Presenter of 2 Presentations
USING GENETICALLY DIVERSE COLLABORATIVE CROSS MOUSE STRAINS TO MODEL ALZHEIMER’S DISEASE
Abstract
Aims
Mouse models of Alzheimer’s disease (AD), carrying rare variants in genes such as APP and PS1 (APP/PS1), have usually been created on the C57BL/6J (B6J) genetic background. While these strains often exhibit amyloid accumulation and neuroinflammation, many additional molecular alterations present in human AD are absent. To broaden the phenotypes of mouse models, we introduced genetic diversity by incorporating Collaborative Cross (CC) lines, a recombinant inbred mouse panel created from eight highly diverse founder strains.
Methods
Five CC strains were selected for maximal genetic and gene expression variation at twelve late-onset GWAS loci, including TREM2, BIN1, and CLU. Transgenic APPand PS1alleles with a humanized APOE4 allele on a B6J background were crossed with each CC line. Brain hemisphere transcriptomes and neuropathology were assessed at 8-months.

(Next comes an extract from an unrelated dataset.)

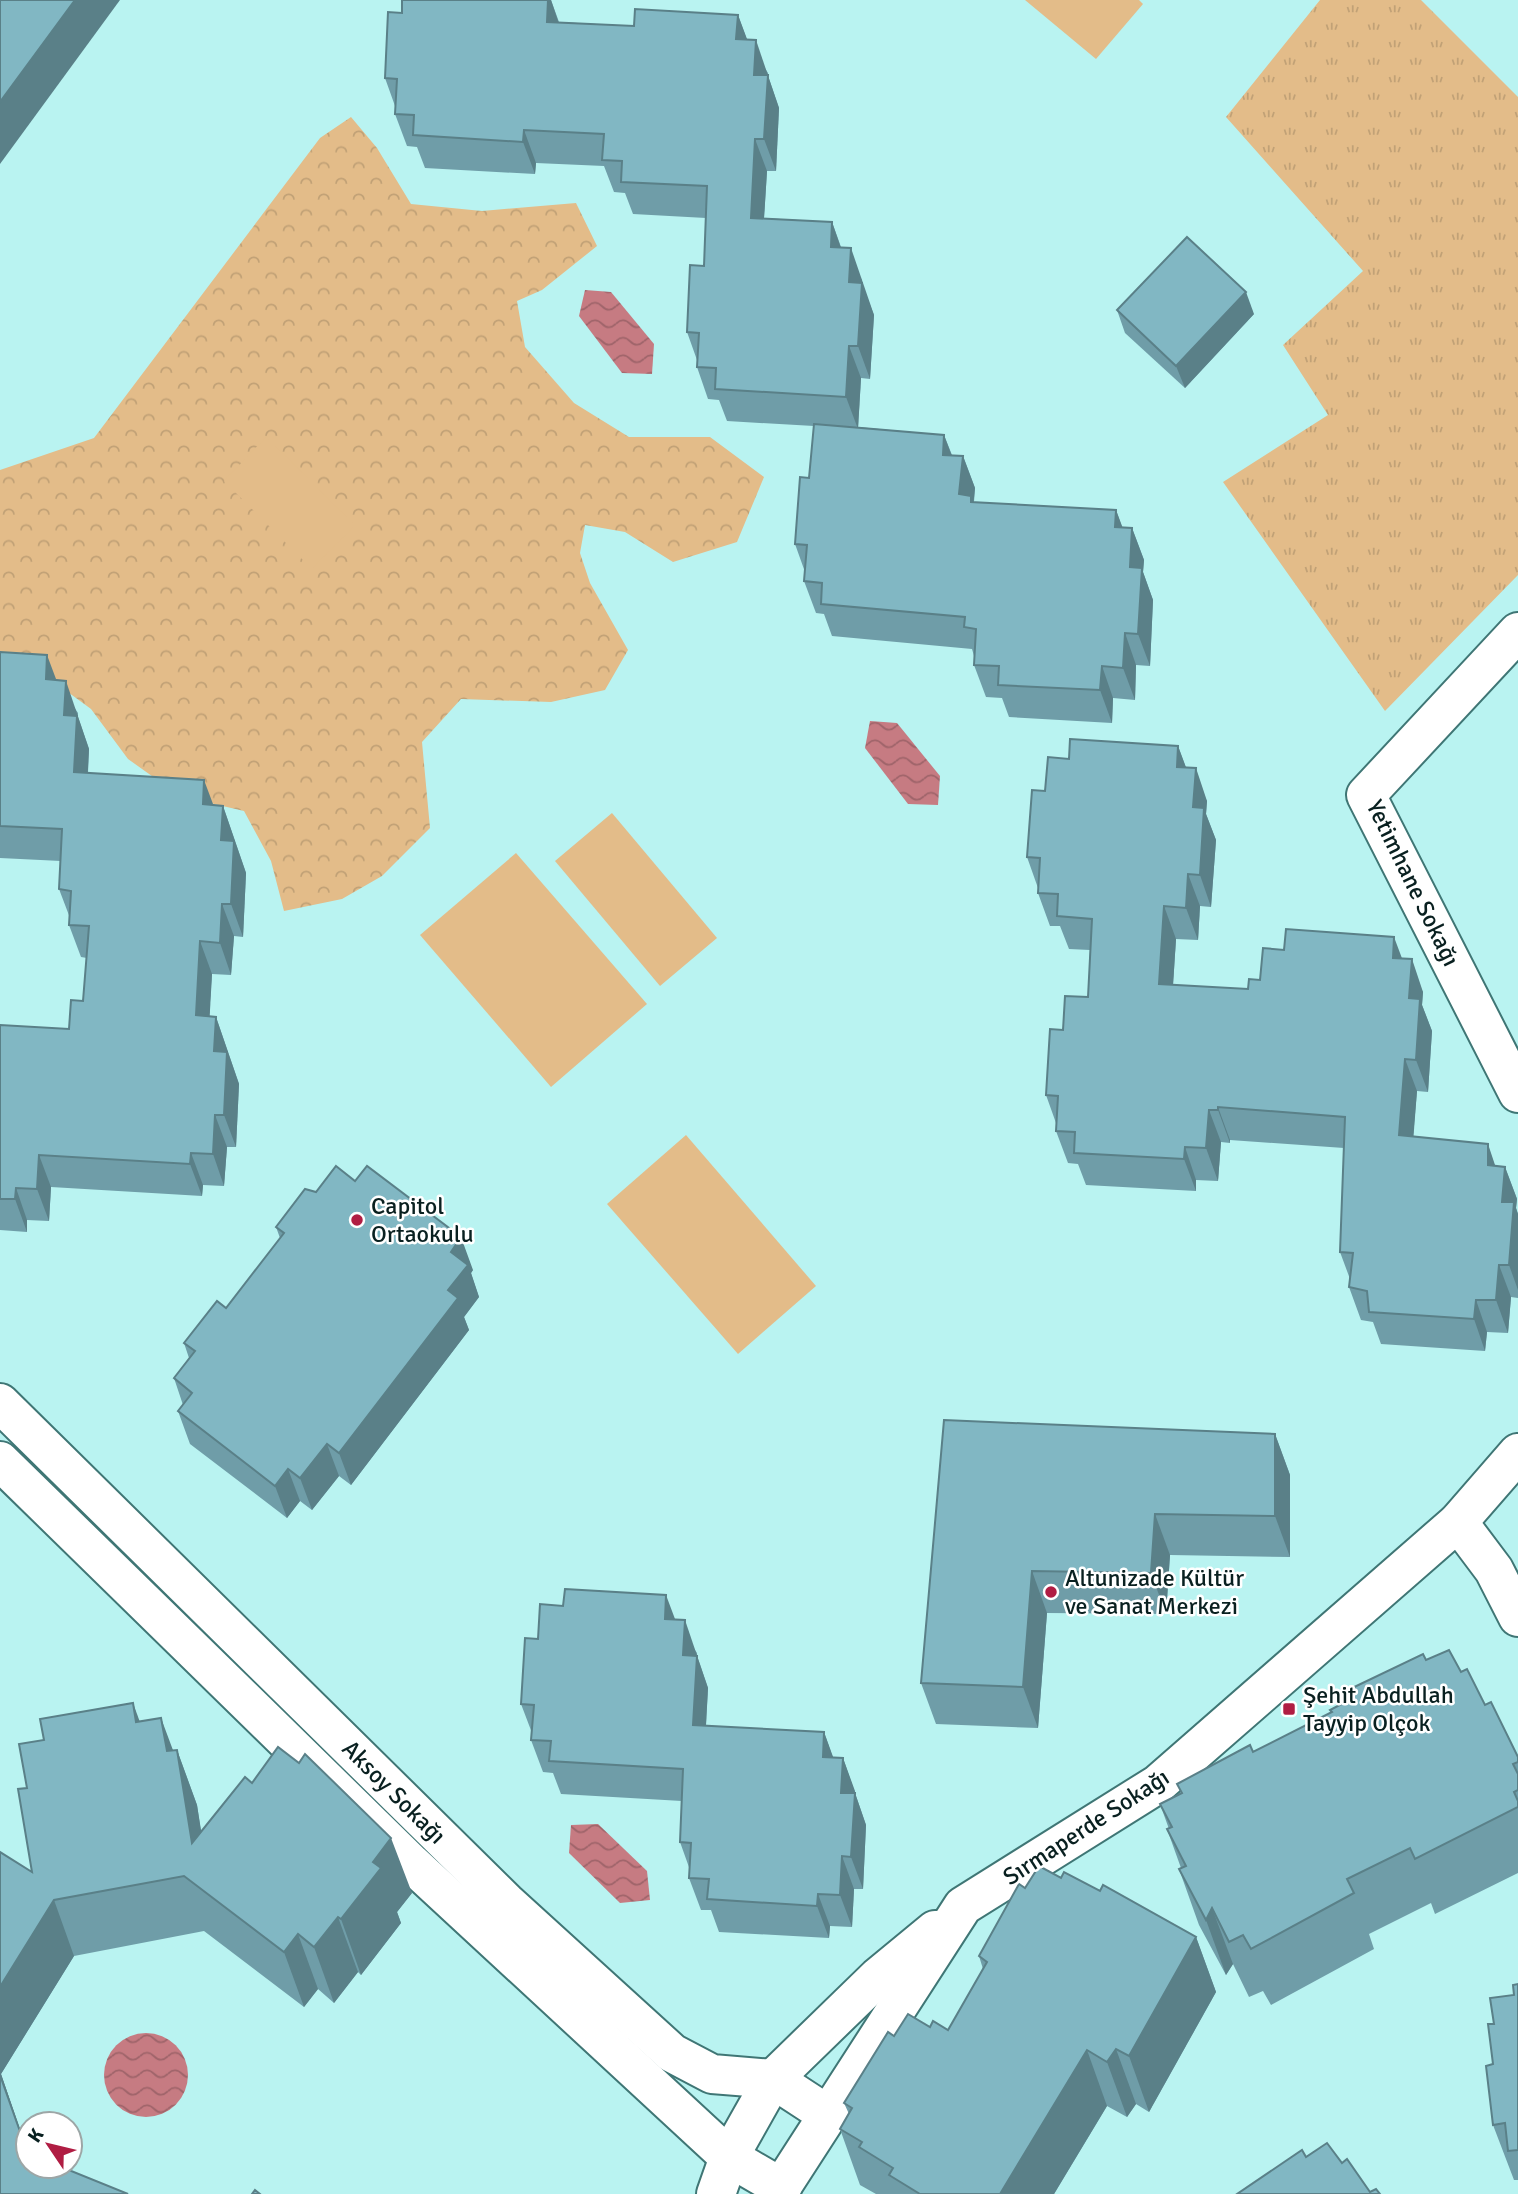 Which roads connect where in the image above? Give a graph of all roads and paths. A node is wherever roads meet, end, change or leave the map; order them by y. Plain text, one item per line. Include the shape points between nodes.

Neuropathology focused on amyloid deposition, glial cell activation and neuronal health.
Results
The effect of humanized APOE4 demonstrated differences across CC lines and in the presence of mutant APP and PS1 transgenes. RNA-Seq data revealed allele-specific gene expression profiles associated with neuropathological differences. We mapped strain specific transcriptional signatures to Late-Onset AD subtypes identified in the study cohorts from AMP-AD consortium and observed correlations with subtypes specific to APP/PS1 and APOE4 alleles.
Conclusions
The findings provide new insights into the role of APOE4 in amyloid pathogenesis. Diverse genetic backgrounds of CC lines exhibit a unique resource to assess genome-wide allele-specific gene expression connecting AD risk variants to molecular and neuropathological profiles.This study suggests use of CC lines mouse models to better represent the genetic variation in AD.